La fortaleza de papel de Osamu Tezuka

Obra autobiográfica del dios del manga. A finales de 1944, cuando la Segunda Guerra Mundial aún no había terminado, las fuerzas estadounidenses lanzaron una serie de intensos bombardeos contra las principales ciudades japonesas, como Osaka, donde se registraron casi 10.000 muertos civiles. Tezuka, que tenía 16 años, fue enviado a Osaka junto con sus compañeros para trabajar en el arsenal del ejército japonés.

En ese período, el dios del manga era constantemente reprendido por sus superiores debido a que se dedicaba a dibujar cómics en lugar de realizar su trabajo. Un día, su castigo fue subir a la torre de vigilancia con la advertencia de alertar si veía bombarderos B-29 de los Estados Unidos. Sin embargo, cuando sonó la alarma de ataque aéreo, no tuvo tiempo de bajar y se quedó expuesto en uno de los edificios más altos de la fábrica. Una bomba cayó en el techo, a solo dos metros de distancia, y Tezuka cayó gritando desde lo alto de la torre, pero milagrosamente logró sobrevivir. El futuro mangaka describió que la tierra y las casas circundantes estaban en llamas y una lluvia de hollín caía del cielo. En medio del caos, el joven subió a la orilla del río Yodogawa y pudo ver los enormes cráteres donde habían caído las bombas y los cuerpos calcinados que sobresalían entre los demás.

Esta terrible experiencia, junto con otras, se recoge en la obra autobiográfica de Tezuka Osamu, Kami no Toride (La fortaleza de papel), publicada entre 1970 y 1977, una década crucial en el discurso crítico sobre la guerra en el manga. En aquellos años, según Jean Marie Bouissou, muchos autores de la generación de Tezuka también crearon obras en las que expresaban su decepción hacia los adultos que habían llevado a Japón a la guerra y ponían su esperanza en los jóvenes para cambiar el futuro. El Tetsuwan Atomu del propio Tezuka es un ejemplo de esta tendencia y de la importancia que el mangaka otorgaba a temas relacionados con la defensa de la paz y la condena de la guerra.

Más sobre Osamu Tezuka.

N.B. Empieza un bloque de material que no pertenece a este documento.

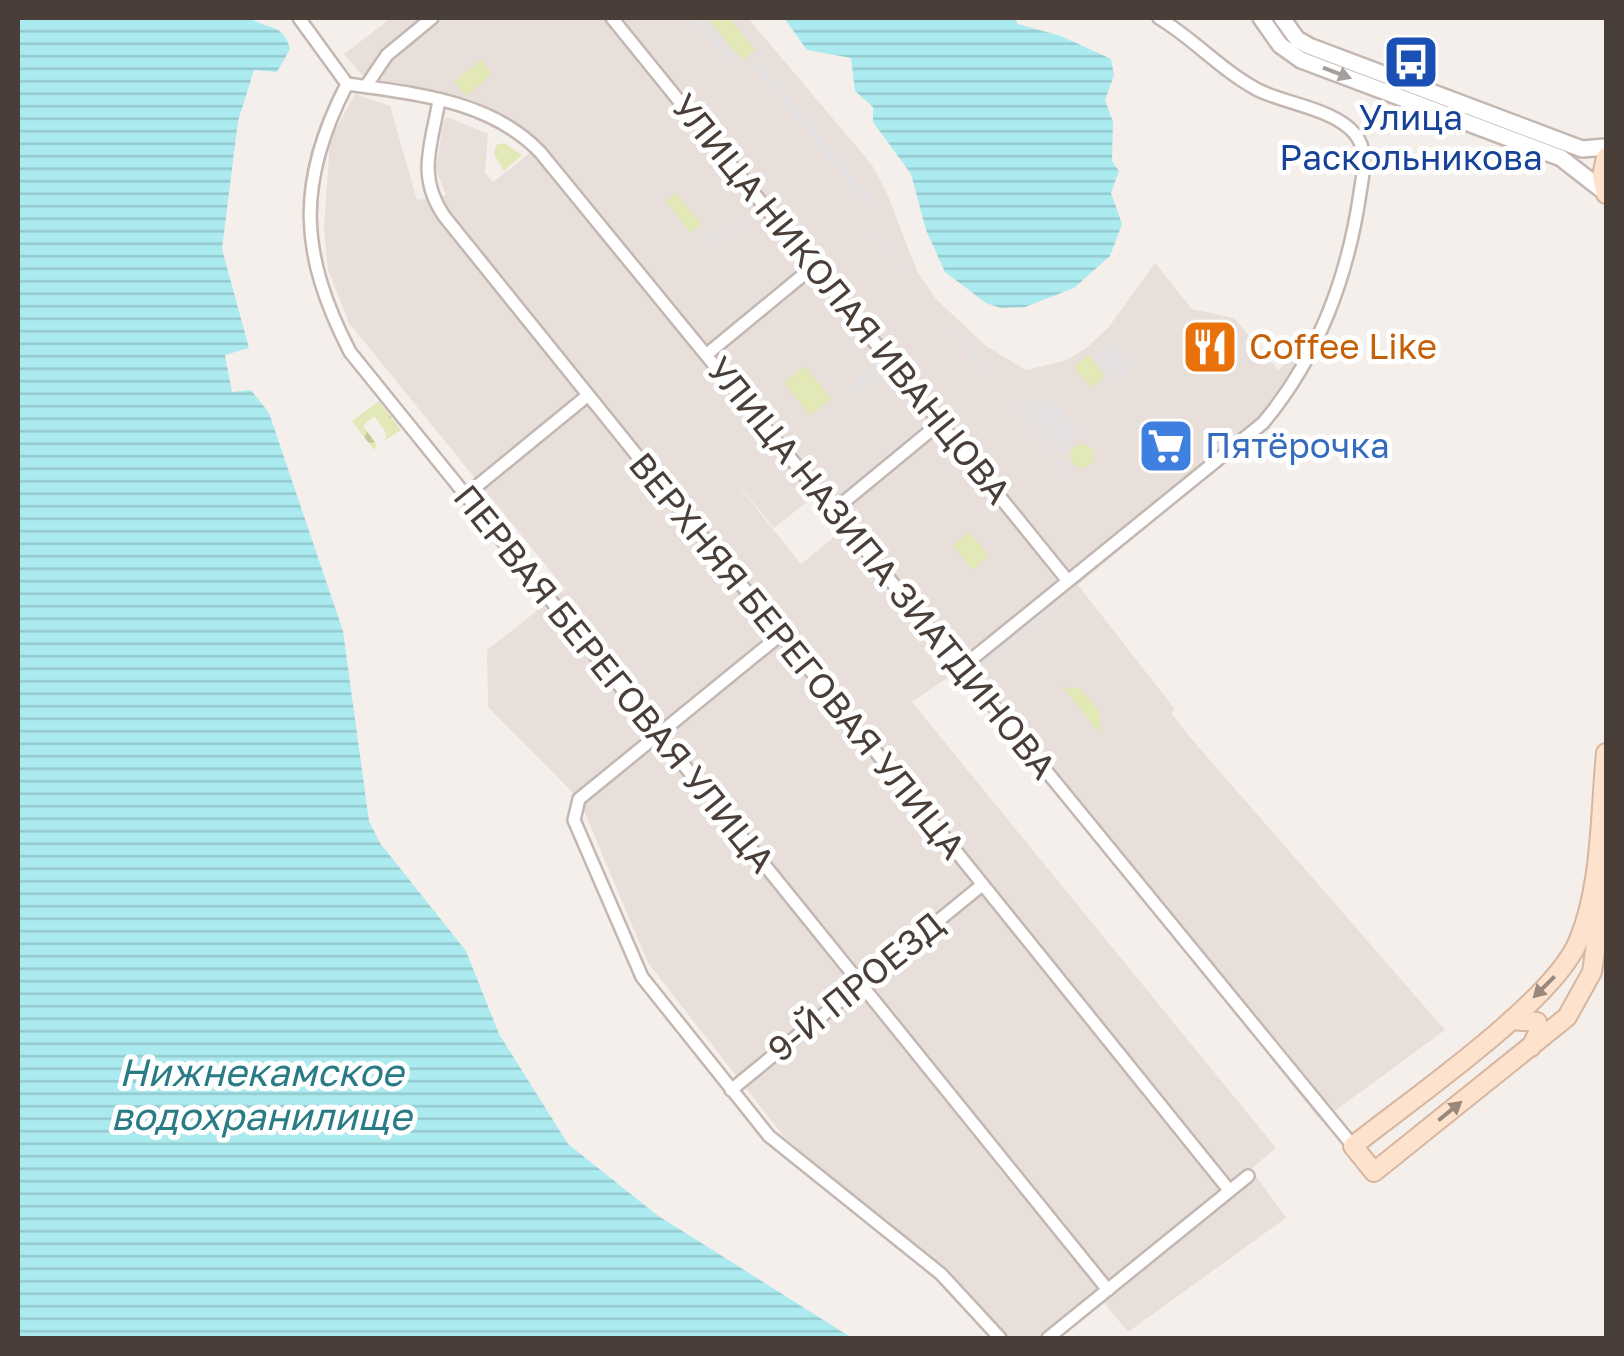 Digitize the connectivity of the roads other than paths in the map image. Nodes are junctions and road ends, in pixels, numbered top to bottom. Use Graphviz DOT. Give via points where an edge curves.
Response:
graph roads {
  1 [pos="300,18"];
  2 [pos="432,18"];
  3 [pos="612,18"];
  4 [pos="1159,18"];
  5 [pos="1261,18"];
  6 [pos="1282,18"];
  7 [pos="348,84"];
  8 [pos="366,86"];
  9 [pos="439,100"];
  10 [pos="1606,147"];
  11 [pos="1606,157"];
  12 [pos="1606,193"];
  13 [pos="814,266"];
  14 [pos="706,355"];
  15 [pos="587,396"];
  16 [pos="941,422"];
  17 [pos="466,495"];
  18 [pos="833,511"];
  19 [pos="1068,581"];
  20 [pos="779,636"];
  21 [pos="962,668"];
  22 [pos="658,733"];
  23 [pos="1606,754"];
  24 [pos="1606,875"];
  25 [pos="982,885"];
  26 [pos="860,982"];
  27 [pos="1511,1020"];
  28 [pos="1530,1047"];
  29 [pos="731,1090"];
  30 [pos="1353,1146"];
  31 [pos="1248,1176"];
  32 [pos="1229,1190"];
  33 [pos="1108,1290"];
  34 [pos="1000,1338"];
  35 [pos="1048,1338"];
  1 -- 7 [label="street"];
  2 -- 8 [label="street" via="386,55"];
  3 -- 13 [label="street, УЛИЦА НИКОЛАЯ ИВАНЦОВА"];
  4 -- 19 [label="street" via="1257,89 1344,124 1357,136 1364,153 1349,256 1328,314 1278,405"];
  5 -- 12 [label="street, one-way" via="1301,60 1561,158"];
  6 -- 10 [label="street" via="1309,46 1582,149"];
  7 -- 8 [label="street, УЛИЦА НАЗИПА ЗИАТДИНОВА"];
  7 -- 17 [label="street, ПЕРВАЯ БЕРЕГОВАЯ УЛИЦА" via="326,127 311,181 309,226 318,280 350,352"];
  8 -- 9 [label="street, УЛИЦА НАЗИПА ЗИАТДИНОВА"];
  9 -- 14 [label="street, УЛИЦА НАЗИПА ЗИАТДИНОВА" via="495,117 532,144"];
  9 -- 15 [label="street, ВЕРХНЯЯ БЕРЕГОВАЯ УЛИЦА" via="426,163 434,200"];
  11 -- 12 [label="main road"];
  13 -- 14 [label="street"];
  13 -- 16 [label="street, УЛИЦА НИКОЛАЯ ИВАНЦОВА"];
  14 -- 18 [label="street, УЛИЦА НАЗИПА ЗИАТДИНОВА"];
  15 -- 17 [label="street"];
  15 -- 20 [label="street, ВЕРХНЯЯ БЕРЕГОВАЯ УЛИЦА"];
  16 -- 18 [label="street"];
  16 -- 19 [label="street, УЛИЦА НИКОЛАЯ ИВАНЦОВА"];
  17 -- 22 [label="street, ПЕРВАЯ БЕРЕГОВАЯ УЛИЦА"];
  18 -- 21 [label="street, УЛИЦА НАЗИПА ЗИАТДИНОВА"];
  19 -- 21 [label="street"];
  20 -- 22 [label="street"];
  20 -- 25 [label="street, ВЕРХНЯЯ БЕРЕГОВАЯ УЛИЦА"];
  21 -- 30 [label="street, УЛИЦА НАЗИПА ЗИАТДИНОВА"];
  22 -- 26 [label="street, ПЕРВАЯ БЕРЕГОВАЯ УЛИЦА"];
  22 -- 29 [label="street" via="579,799 574,820 642,977"];
  23 -- 27 [label="main road, one-way" via="1589,903 1577,945 1554,979"];
  24 -- 28 [label="main road" via="1592,972 1567,1017"];
  25 -- 26 [label="street, 9-Й ПРОЕЗД"];
  25 -- 32 [label="street, ВЕРХНЯЯ БЕРЕГОВАЯ УЛИЦА"];
  26 -- 29 [label="street, 9-Й ПРОЕЗД"];
  26 -- 33 [label="street, ПЕРВАЯ БЕРЕГОВАЯ УЛИЦА"];
  27 -- 28 [label="main road" via="1538,1022"];
  27 -- 30 [label="main road"];
  30 -- 28 [label="main road, one-way" via="1374,1172"];
  29 -- 34 [label="street" via="783,1152 940,1274"];
  31 -- 32 [label="street"];
  32 -- 33 [label="street"];
  33 -- 35 [label="street"];
} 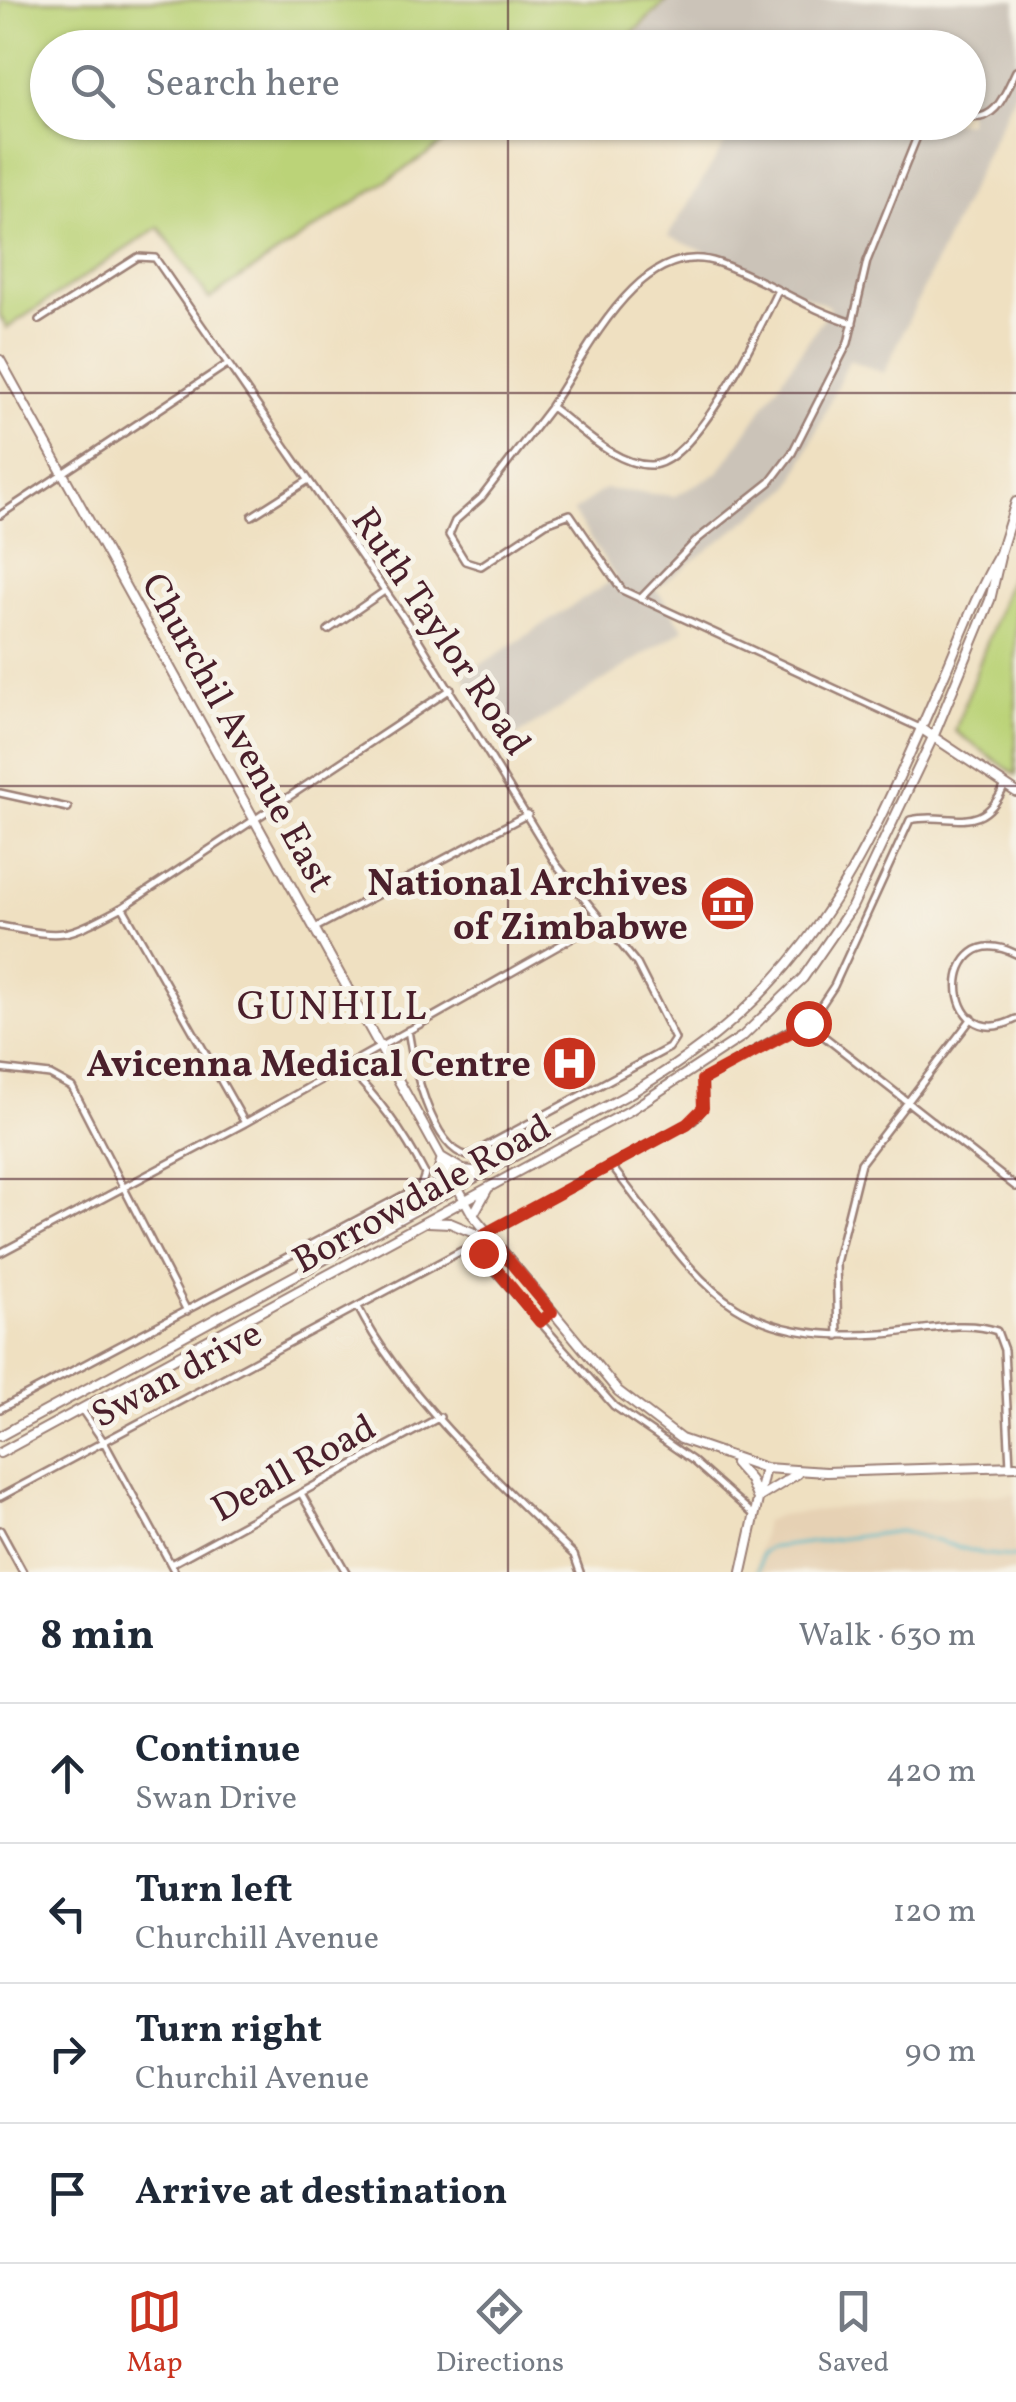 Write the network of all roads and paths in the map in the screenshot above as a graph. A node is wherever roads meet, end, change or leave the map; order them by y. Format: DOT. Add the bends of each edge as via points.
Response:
graph roads {
  1 [pos="1016,71"];
  2 [pos="986,116"];
  3 [pos="917,140"];
  4 [pos="776,292"];
  5 [pos="39,320"];
  6 [pos="853,324"];
  7 [pos="0,360"];
  8 [pos="226,365"];
  9 [pos="550,407"];
  10 [pos="64,473"];
  11 [pos="308,481"];
  12 [pos="1016,502"];
  13 [pos="0,514"];
  14 [pos="252,516"];
  15 [pos="1000,553"];
  16 [pos="383,592"];
  17 [pos="640,599"];
  18 [pos="328,630"];
  19 [pos="451,689"];
  20 [pos="920,728"];
  21 [pos="934,735"];
  22 [pos="1005,784"];
  23 [pos="1016,792"];
  24 [pos="0,793"];
  25 [pos="68,808"];
  26 [pos="528,814"];
  27 [pos="256,819"];
  28 [pos="122,908"];
  29 [pos="600,923"];
  30 [pos="0,926"];
  31 [pos="316,927"];
  32 [pos="1016,954"];
  33 [pos="972,1018"];
  34 [pos="1016,1018"];
  35 [pos="808,1023"];
  36 [pos="408,1030"];
  37 [pos="381,1045"];
  38 [pos="345,1066"];
  39 [pos="0,1068"];
  40 [pos="904,1102"];
  41 [pos="244,1122"];
  42 [pos="441,1157"];
  43 [pos="612,1167"];
  44 [pos="483,1172"];
  45 [pos="456,1186"];
  46 [pos="489,1186"];
  47 [pos="1016,1186"];
  48 [pos="126,1188"];
  49 [pos="432,1199"];
  50 [pos="465,1200"];
  51 [pos="473,1215"];
  52 [pos="425,1222"];
  53 [pos="488,1236"];
  54 [pos="0,1253"];
  55 [pos="358,1308"];
  56 [pos="188,1311"];
  57 [pos="552,1312"];
  58 [pos="540,1322"];
  59 [pos="838,1336"];
  60 [pos="0,1409"];
  61 [pos="81,1409"];
  62 [pos="440,1417"];
  63 [pos="0,1436"];
  64 [pos="104,1442"];
  65 [pos="0,1453"];
  66 [pos="730,1459"];
  67 [pos="1013,1466"];
  68 [pos="765,1468"];
  69 [pos="801,1472"];
  70 [pos="302,1495"];
  71 [pos="0,1498"];
  72 [pos="758,1500"];
  73 [pos="754,1515"];
  74 [pos="0,1530"];
  75 [pos="171,1564"];
  76 [pos="23,1572"];
  77 [pos="175,1572"];
  78 [pos="346,1572"];
  79 [pos="580,1572"];
  80 [pos="742,1572"];
  1 -- 2 [label="street"];
  3 -- 6 [label="street" via="867,261"];
  4 -- 6 [label="street"];
  4 -- 9 [label="street" via="715,261 684,258 653,270 630,290"];
  4 -- 9 [label="street" via="742,362 691,438 663,463 630,461"];
  5 -- 8 [label="street, Ruth Taylor Road" via="138,256 154,258"];
  6 -- 17 [label="street" via="784,466 698,538"];
  7 -- 10 [label="main road, Churchil Avenue East"];
  8 -- 10 [label="street"];
  8 -- 11 [label="street, Ruth Taylor Road"];
  9 -- 17 [label="street" via="481,498 454,521 450,538 465,561 481,566 546,522 570,514 615,584"];
  10 -- 13 [label="street"];
  10 -- 27 [label="main road, Churchil Avenue East"];
  11 -- 14 [label="street"];
  11 -- 16 [label="street, Ruth Taylor Road"];
  12 -- 15 [label="main road, Borrowdale Road"];
  15 -- 20 [label="main road, Borrowdale Road"];
  15 -- 21 [label="main road, Borrowdale Road" via="990,600"];
  16 -- 18 [label="street"];
  16 -- 19 [label="street, Ruth Taylor Road"];
  17 -- 20 [label="street"];
  19 -- 26 [label="street, Ruth Taylor Road"];
  19 -- 27 [label="street"];
  20 -- 21 [label="main road"];
  20 -- 44 [label="main road, Borrowdale Road" via="828,915 764,993 696,1054"];
  21 -- 22 [label="main road"];
  21 -- 46 [label="main road, Borrowdale Road" via="839,930 780,1002 668,1089"];
  22 -- 23 [label="main road"];
  22 -- 35 [label="street" via="996,806 983,814 953,822 910,820 834,986"];
  24 -- 25 [label="street"];
  26 -- 29 [label="street, Ruth Taylor Road"];
  26 -- 31 [label="street"];
  27 -- 28 [label="street"];
  27 -- 31 [label="main road, Churchil Avenue East"];
  28 -- 30 [label="street" via="65,936"];
  28 -- 41 [label="street"];
  29 -- 36 [label="street"];
  29 -- 36 [label="street, Ruth Taylor Road" via="637,964 674,1038 669,1048 477,1153 460,1155 415,1079"];
  31 -- 37 [label="main road, Churchil Avenue East"];
  32 -- 33 [label="street" via="982,949 962,964 957,999"];
  33 -- 34 [label="street" via="995,1025"];
  33 -- 40 [label="street"];
  35 -- 40 [label="street"];
  35 -- 43 [label="street" via="702,1080 703,1108 694,1120"];
  36 -- 37 [label="street"];
  37 -- 38 [label="street"];
  37 -- 42 [label="main road, Churchil Avenue East"];
  38 -- 41 [label="street"];
  38 -- 56 [label="street" via="382,1101 425,1174 412,1195"];
  39 -- 48 [label="street" via="50,1075 72,1087"];
  40 -- 47 [label="street"];
  40 -- 59 [label="street" via="856,1178 836,1263"];
  41 -- 48 [label="street"];
  42 -- 44 [label="main road"];
  42 -- 45 [label="main road, Churchil Avenue East"];
  42 -- 49 [label="main road"];
  43 -- 53 [label="street"];
  43 -- 59 [label="street" via="726,1303 783,1330"];
  44 -- 45 [label="main road, Borrowdale Road"];
  45 -- 49 [label="main road, Borrowdale Road"];
  45 -- 50 [label="main road, Churchil Avenue East"];
  46 -- 50 [label="main road, Borrowdale Road"];
  46 -- 51 [label="main road"];
  48 -- 54 [label="street"];
  48 -- 56 [label="street"];
  49 -- 63 [label="main road, Borrowdale Road"];
  50 -- 51 [label="main road, Churchil Avenue East"];
  50 -- 52 [label="main road, Borrowdale Road"];
  51 -- 53 [label="main road, Churchil Avenue East"];
  52 -- 53 [label="main road"];
  52 -- 61 [label="main road, Borrowdale Road"];
  53 -- 57 [label="main road, Churchil Avenue East"];
  55 -- 58 [label="street, Swan drive" via="463,1250 483,1253"];
  55 -- 62 [label="street" via="378,1344"];
  55 -- 64 [label="street, Swan drive"];
  56 -- 60 [label="street"];
  57 -- 58 [label="street"];
  57 -- 66 [label="main road, Churchil Avenue East" via="618,1391 650,1418"];
  58 -- 73 [label="street" via="614,1406 692,1460"];
  59 -- 67 [label="street" via="996,1331 1004,1350"];
  61 -- 64 [label="street"];
  61 -- 65 [label="main road, Borrowdale Road"];
  62 -- 70 [label="street, Deall Road"];
  62 -- 79 [label="street" via="574,1554"];
  64 -- 71 [label="street, Swan drive"];
  64 -- 75 [label="street"];
  66 -- 68 [label="main road, Churchil Avenue East"];
  66 -- 72 [label="main road"];
  67 -- 69 [label="main road, Churchil Avenue East"];
  68 -- 69 [label="main road, Churchil Avenue East"];
  68 -- 72 [label="main road"];
  69 -- 72 [label="main road"];
  70 -- 75 [label="street, Deall Road"];
  70 -- 78 [label="street"];
  72 -- 73 [label="main road"];
  73 -- 80 [label="main road"];
  74 -- 76 [label="street"];
  75 -- 77 [label="street"];
}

Mangaka y animador japonés conocido popularmente como el «Dios del Manga» en su país, gracias a su trabajo incrementó y difundió enormemente la lectura del manga como una forma popular de entretenimiento. Su innovadora forma de desarrollo y creación, basada en técnicas cinematográficas y en genios de la animación como Walt Disney, reconsideró la tradicional creación de cómics hacia el manga con una trama mucho más detallada.